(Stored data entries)
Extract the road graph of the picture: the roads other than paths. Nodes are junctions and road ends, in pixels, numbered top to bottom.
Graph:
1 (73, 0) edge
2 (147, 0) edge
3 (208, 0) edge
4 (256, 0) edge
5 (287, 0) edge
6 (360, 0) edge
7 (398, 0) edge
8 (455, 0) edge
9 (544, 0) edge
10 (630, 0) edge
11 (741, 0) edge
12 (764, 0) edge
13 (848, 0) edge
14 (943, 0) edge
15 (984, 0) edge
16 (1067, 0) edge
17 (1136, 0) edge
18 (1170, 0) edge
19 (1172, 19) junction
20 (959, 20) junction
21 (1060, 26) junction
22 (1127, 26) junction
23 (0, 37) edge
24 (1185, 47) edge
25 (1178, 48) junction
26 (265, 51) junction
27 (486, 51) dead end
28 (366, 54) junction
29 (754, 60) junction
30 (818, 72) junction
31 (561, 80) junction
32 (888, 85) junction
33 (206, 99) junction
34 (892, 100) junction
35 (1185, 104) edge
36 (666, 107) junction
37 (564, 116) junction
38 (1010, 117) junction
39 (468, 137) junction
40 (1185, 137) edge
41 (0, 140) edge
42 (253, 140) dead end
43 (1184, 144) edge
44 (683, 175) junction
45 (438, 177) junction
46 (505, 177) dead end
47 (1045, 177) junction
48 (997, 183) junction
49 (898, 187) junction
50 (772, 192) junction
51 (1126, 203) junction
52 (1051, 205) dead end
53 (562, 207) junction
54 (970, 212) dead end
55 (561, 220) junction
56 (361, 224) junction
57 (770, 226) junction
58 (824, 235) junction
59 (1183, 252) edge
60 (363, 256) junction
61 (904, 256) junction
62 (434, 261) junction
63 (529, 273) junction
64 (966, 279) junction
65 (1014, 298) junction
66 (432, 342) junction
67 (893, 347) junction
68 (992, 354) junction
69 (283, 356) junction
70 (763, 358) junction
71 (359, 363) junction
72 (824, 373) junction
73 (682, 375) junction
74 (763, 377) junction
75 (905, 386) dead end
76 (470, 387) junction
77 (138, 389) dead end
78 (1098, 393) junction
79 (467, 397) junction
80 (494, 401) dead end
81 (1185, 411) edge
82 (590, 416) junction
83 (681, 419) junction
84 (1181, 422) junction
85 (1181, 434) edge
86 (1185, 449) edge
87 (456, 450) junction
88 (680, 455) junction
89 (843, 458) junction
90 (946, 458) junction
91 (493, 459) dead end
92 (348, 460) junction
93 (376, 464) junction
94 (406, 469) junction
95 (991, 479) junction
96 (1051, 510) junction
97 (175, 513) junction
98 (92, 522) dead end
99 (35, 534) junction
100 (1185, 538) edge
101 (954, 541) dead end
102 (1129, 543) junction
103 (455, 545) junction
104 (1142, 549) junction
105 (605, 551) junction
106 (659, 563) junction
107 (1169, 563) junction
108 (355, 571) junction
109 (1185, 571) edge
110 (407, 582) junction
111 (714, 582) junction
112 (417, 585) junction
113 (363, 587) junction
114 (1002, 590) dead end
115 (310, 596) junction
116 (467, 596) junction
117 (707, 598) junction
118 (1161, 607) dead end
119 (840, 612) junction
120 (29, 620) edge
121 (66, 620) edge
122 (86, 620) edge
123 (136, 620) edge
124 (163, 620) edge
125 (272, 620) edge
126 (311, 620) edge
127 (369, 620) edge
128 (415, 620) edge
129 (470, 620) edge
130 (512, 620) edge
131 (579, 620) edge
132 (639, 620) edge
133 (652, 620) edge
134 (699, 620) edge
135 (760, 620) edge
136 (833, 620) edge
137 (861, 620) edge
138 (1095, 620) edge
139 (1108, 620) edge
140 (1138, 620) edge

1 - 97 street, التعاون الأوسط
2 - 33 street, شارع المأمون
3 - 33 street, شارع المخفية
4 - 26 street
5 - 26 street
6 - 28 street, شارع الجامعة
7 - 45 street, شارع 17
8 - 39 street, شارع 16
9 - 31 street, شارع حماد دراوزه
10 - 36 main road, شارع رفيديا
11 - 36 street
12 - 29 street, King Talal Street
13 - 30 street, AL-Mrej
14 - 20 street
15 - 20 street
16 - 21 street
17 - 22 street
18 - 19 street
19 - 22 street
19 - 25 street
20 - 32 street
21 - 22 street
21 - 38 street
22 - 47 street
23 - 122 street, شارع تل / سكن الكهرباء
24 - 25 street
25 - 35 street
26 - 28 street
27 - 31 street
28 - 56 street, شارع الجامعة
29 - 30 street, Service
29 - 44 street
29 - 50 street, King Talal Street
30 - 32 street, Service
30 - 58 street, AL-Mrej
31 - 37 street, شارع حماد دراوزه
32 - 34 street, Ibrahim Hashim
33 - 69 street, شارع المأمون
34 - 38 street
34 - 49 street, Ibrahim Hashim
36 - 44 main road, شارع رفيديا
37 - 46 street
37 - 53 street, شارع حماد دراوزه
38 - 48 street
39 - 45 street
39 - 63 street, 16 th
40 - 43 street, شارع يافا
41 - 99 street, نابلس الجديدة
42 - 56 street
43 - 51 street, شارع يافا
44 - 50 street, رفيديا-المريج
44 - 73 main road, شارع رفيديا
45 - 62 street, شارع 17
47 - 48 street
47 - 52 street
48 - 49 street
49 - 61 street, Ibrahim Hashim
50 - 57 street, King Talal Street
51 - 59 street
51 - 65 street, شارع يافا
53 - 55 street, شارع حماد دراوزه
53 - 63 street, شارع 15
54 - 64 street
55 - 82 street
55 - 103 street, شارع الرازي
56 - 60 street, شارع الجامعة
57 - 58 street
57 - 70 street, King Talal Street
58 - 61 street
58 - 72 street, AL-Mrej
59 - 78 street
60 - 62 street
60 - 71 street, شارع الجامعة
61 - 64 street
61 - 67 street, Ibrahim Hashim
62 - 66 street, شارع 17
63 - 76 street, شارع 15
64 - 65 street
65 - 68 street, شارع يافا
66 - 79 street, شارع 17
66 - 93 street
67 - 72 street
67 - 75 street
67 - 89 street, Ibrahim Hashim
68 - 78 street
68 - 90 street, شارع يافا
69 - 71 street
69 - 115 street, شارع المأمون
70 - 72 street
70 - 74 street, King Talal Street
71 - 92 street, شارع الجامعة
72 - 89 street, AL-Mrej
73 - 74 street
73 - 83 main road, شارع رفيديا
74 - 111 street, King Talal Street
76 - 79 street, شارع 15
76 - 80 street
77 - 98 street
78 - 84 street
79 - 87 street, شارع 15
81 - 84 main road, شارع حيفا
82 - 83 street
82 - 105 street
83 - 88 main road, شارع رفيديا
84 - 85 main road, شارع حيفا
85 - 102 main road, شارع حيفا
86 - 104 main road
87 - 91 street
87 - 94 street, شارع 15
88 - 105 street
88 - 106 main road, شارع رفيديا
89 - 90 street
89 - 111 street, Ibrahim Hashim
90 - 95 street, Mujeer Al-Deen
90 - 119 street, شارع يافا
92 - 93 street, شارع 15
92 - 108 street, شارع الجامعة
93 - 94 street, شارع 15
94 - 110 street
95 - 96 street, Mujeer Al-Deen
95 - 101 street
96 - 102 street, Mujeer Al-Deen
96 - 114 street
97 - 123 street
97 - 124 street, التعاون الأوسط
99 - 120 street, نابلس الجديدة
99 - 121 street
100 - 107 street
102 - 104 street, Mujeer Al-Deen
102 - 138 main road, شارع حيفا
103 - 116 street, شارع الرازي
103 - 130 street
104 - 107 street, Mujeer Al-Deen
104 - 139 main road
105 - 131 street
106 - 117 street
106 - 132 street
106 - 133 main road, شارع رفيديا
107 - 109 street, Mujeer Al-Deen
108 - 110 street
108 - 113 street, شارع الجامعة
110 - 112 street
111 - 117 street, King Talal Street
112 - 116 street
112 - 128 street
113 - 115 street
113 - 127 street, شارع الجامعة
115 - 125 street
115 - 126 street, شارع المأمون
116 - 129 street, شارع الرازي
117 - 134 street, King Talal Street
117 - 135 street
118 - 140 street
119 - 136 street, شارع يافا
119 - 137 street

* _The problem_: From the records, copy out each line that includes the string "التعاون".

* _Solution to this task_:
1 - 97 street, التعاون الأوسط
97 - 124 street, التعاون الأوسط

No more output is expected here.